__Aim of the exercise__:
Below are records to be transcribed exactly; any pictures should be left out.

__Input data__:

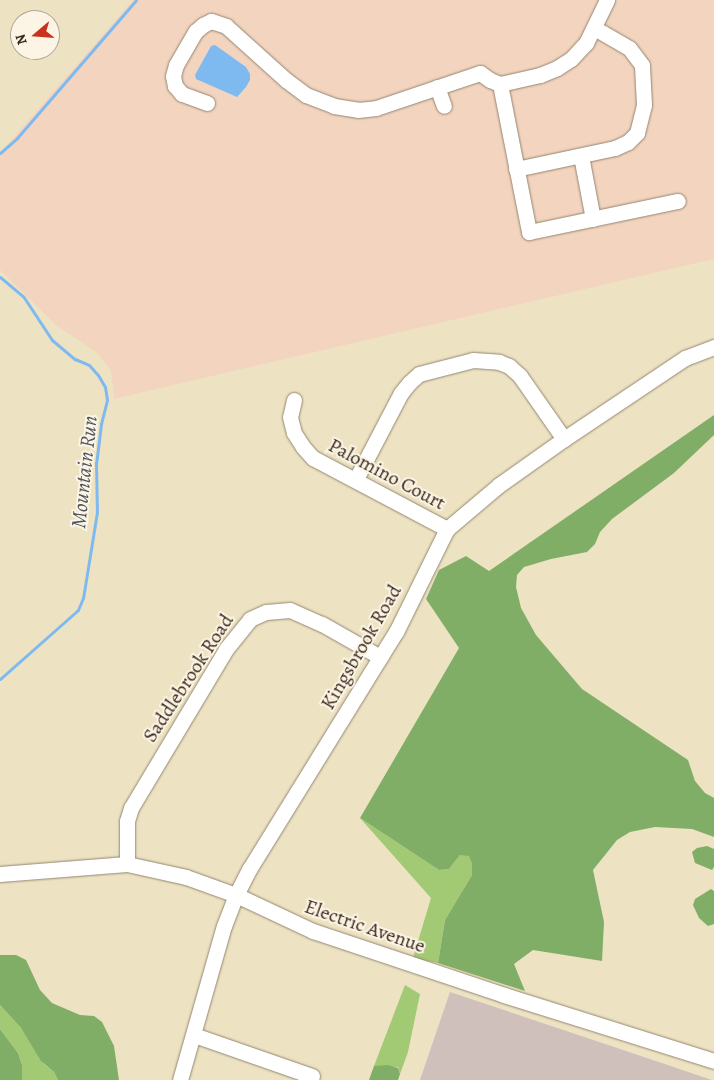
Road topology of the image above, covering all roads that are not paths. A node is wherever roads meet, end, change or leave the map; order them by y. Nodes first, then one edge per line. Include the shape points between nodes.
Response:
1 (607, 0) edge
2 (595, 28) junction
3 (500, 84) junction
4 (437, 87) junction
5 (199, 104) dead end
6 (444, 106) dead end
7 (581, 156) junction
8 (516, 169) junction
9 (678, 202) dead end
10 (593, 219) junction
11 (714, 347) edge
12 (294, 400) dead end
13 (564, 439) junction
14 (356, 480) junction
15 (447, 529) junction
16 (380, 657) junction
17 (127, 864) junction
18 (0, 874) edge
19 (236, 895) junction
20 (194, 1035) junction
21 (714, 1061) edge
22 (312, 1076) dead end
23 (180, 1080) edge

1 - 2 street
2 - 3 street via 581,50 565,64 540,75
2 - 7 street via 629,48 640,59 644,70 643,113 637,133 628,142
3 - 4 street via 480,73
3 - 8 street
4 - 5 street via 376,108 358,110 328,104 298,89 226,26 212,21 196,31 173,76 178,91
4 - 6 street
7 - 8 street
7 - 10 street
8 - 10 street via 529,232
9 - 10 street
11 - 13 street, Kingsbrook Road via 685,358
12 - 14 street, Palomino Court via 290,417 294,433 303,447 313,458
13 - 14 street via 520,376 509,366 474,360 419,374 409,383
13 - 15 street, Kingsbrook Road via 499,485
14 - 15 street, Palomino Court
15 - 16 street, Kingsbrook Road via 414,600
16 - 17 street, Saddlebrook Road via 290,610 266,612 250,619 226,649 131,808 127,821
16 - 19 street, Kingsbrook Road
17 - 18 street, Electric Avenue
17 - 19 street, Electric Avenue via 186,877
19 - 20 street, Kingsbrook Road via 224,926
19 - 21 street, Electric Avenue via 313,931
20 - 22 street
20 - 23 street, Kingsbrook Road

__Output of the task__:
Road topology of the image above, covering all roads that are not paths. A node is wherever roads meet, end, change or leave the map; order them by y. Nodes first, then one edge per line. Include the shape points between nodes.
Response:
1 (607, 0) edge
2 (595, 28) junction
3 (500, 84) junction
4 (437, 87) junction
5 (199, 104) dead end
6 (444, 106) dead end
7 (581, 156) junction
8 (516, 169) junction
9 (678, 202) dead end
10 (593, 219) junction
11 (714, 347) edge
12 (294, 400) dead end
13 (564, 439) junction
14 (356, 480) junction
15 (447, 529) junction
16 (380, 657) junction
17 (127, 864) junction
18 (0, 874) edge
19 (236, 895) junction
20 (194, 1035) junction
21 (714, 1061) edge
22 (312, 1076) dead end
23 (180, 1080) edge

1 - 2 street
2 - 3 street via 581,50 565,64 540,75
2 - 7 street via 629,48 640,59 644,70 643,113 637,133 628,142
3 - 4 street via 480,73
3 - 8 street
4 - 5 street via 376,108 358,110 328,104 298,89 226,26 212,21 196,31 173,76 178,91
4 - 6 street
7 - 8 street
7 - 10 street
8 - 10 street via 529,232
9 - 10 street
11 - 13 street, Kingsbrook Road via 685,358
12 - 14 street, Palomino Court via 290,417 294,433 303,447 313,458
13 - 14 street via 520,376 509,366 474,360 419,374 409,383
13 - 15 street, Kingsbrook Road via 499,485
14 - 15 street, Palomino Court
15 - 16 street, Kingsbrook Road via 414,600
16 - 17 street, Saddlebrook Road via 290,610 266,612 250,619 226,649 131,808 127,821
16 - 19 street, Kingsbrook Road
17 - 18 street, Electric Avenue
17 - 19 street, Electric Avenue via 186,877
19 - 20 street, Kingsbrook Road via 224,926
19 - 21 street, Electric Avenue via 313,931
20 - 22 street
20 - 23 street, Kingsbrook Road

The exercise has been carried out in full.